For many people the Golden Age of
Bodybuilding (1940 to 1970 was what bodybuilding was all about. The competitors were huge, and Strong and still could relate to the everyday person. Some bodybuilders like Steve Reeves and Reg Parks (seen here with Fay Span in 1961 Hercules and the Captive Women) could also become movies stars because of their natural good looks. but for the most part many
of the great bodybuilders of history will never been known to you and I.

Everyone knows the story of Joe Weider how he came to the
United States with less than 10 bucks and in pocket and
formed the multibillion dollar business now known as the
IFBB (International Federation of Bodybuilders) and the
Weider publishing company. During the golden Age there
may not have been anyone that has done more for
bodybuilding the Joe Weider. He sponsored the great Arnold
( no last name needed) and together they created this
physical fitness rush that we see today. Even though you
may not know him I think you should thank him for the
knowledge you will get from this book.

History of Bodybuilding


A little history will give us a connection to those that came before us. Let us learn from the past that we shall not repeat it.
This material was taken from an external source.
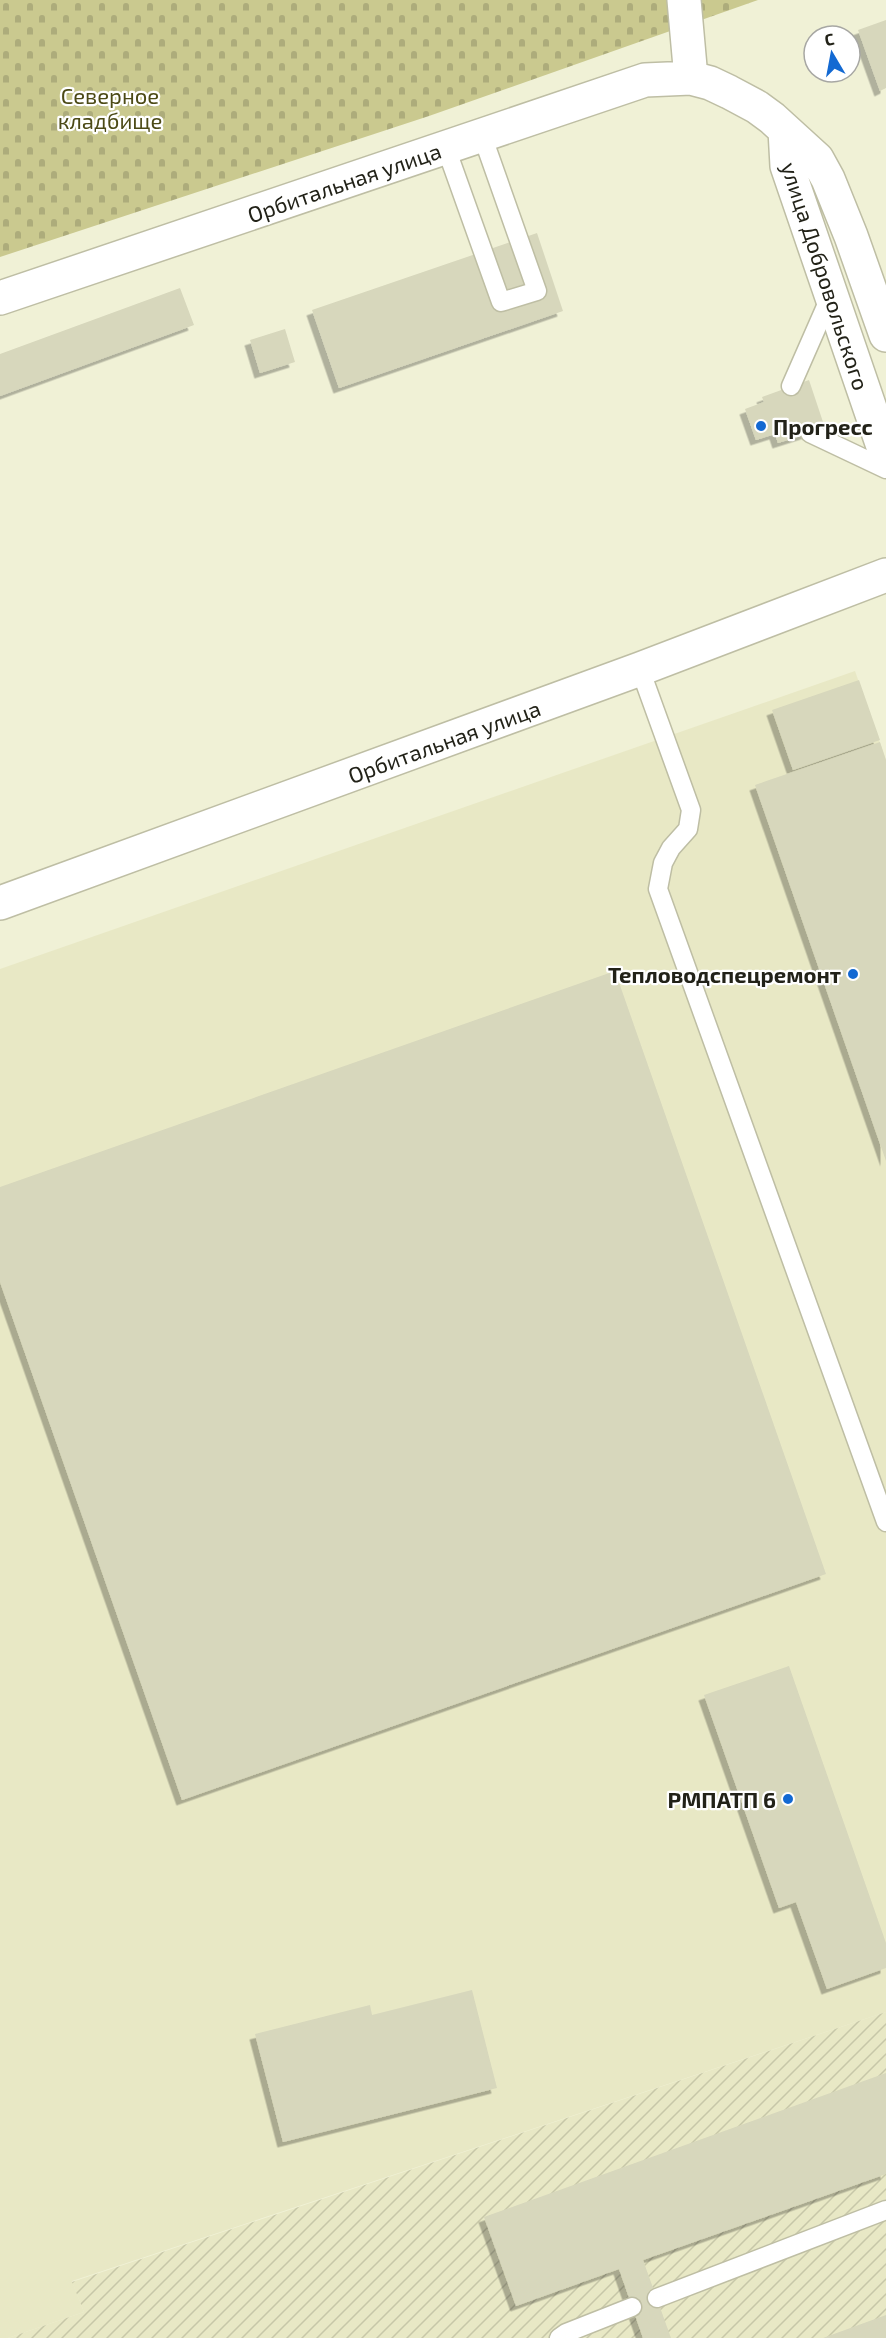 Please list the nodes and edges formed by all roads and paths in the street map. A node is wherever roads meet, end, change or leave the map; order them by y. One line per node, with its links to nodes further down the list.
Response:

In 1926 York Barbell Company produced the first commercially manufactured barbell set and the area of bodybuilding took off. For the first time the strength training was based on this barbell. From about the late 1920’s to the late 1930’s the Mecca of bodybuilding was York Pennsylvania, the home of York Barbell Company and Bob Hoffman the founder. Bob Hoffman (right) the "Father of World Weightlifting," was the driving force for weightlifting and health for over 30 years combined with his monthly magazine Strength and Health later to be called Muscular Development Bob Hoffman single handedly created bodybuilding as we know it today!

Someone told me that bodybuilding started back in the time of the ancient Greeks. I’ve also heard it said that bodybuilding started in the 11th or12 century in India. Both of these may be correct but when you or I think of bodybuilding we don’t think of ancient Greeks or a thousand year old Indians, we think of muscle beach, We think of the time which is affectionately know as “The Golden Age of Bodybuilding” this was the time when dinosaurs like John Gremek (left) and Clarence Ross (right) walked the earth. This was a time when women
strength was more than a side show for the men’s competition and people like Abby
Stockton(next pages) wrote for Muscle
and Fitness magazine.


During this time bodybuilders were big and strong, many competed in strength contest as well as
bodybuilding shows. Most were considered health freaks and super athletes. Not many could afford to live off the winning or the endorsements of a supplement company almost all had some other type of job be it trainer, writer for a magazine, or plumber they all worked.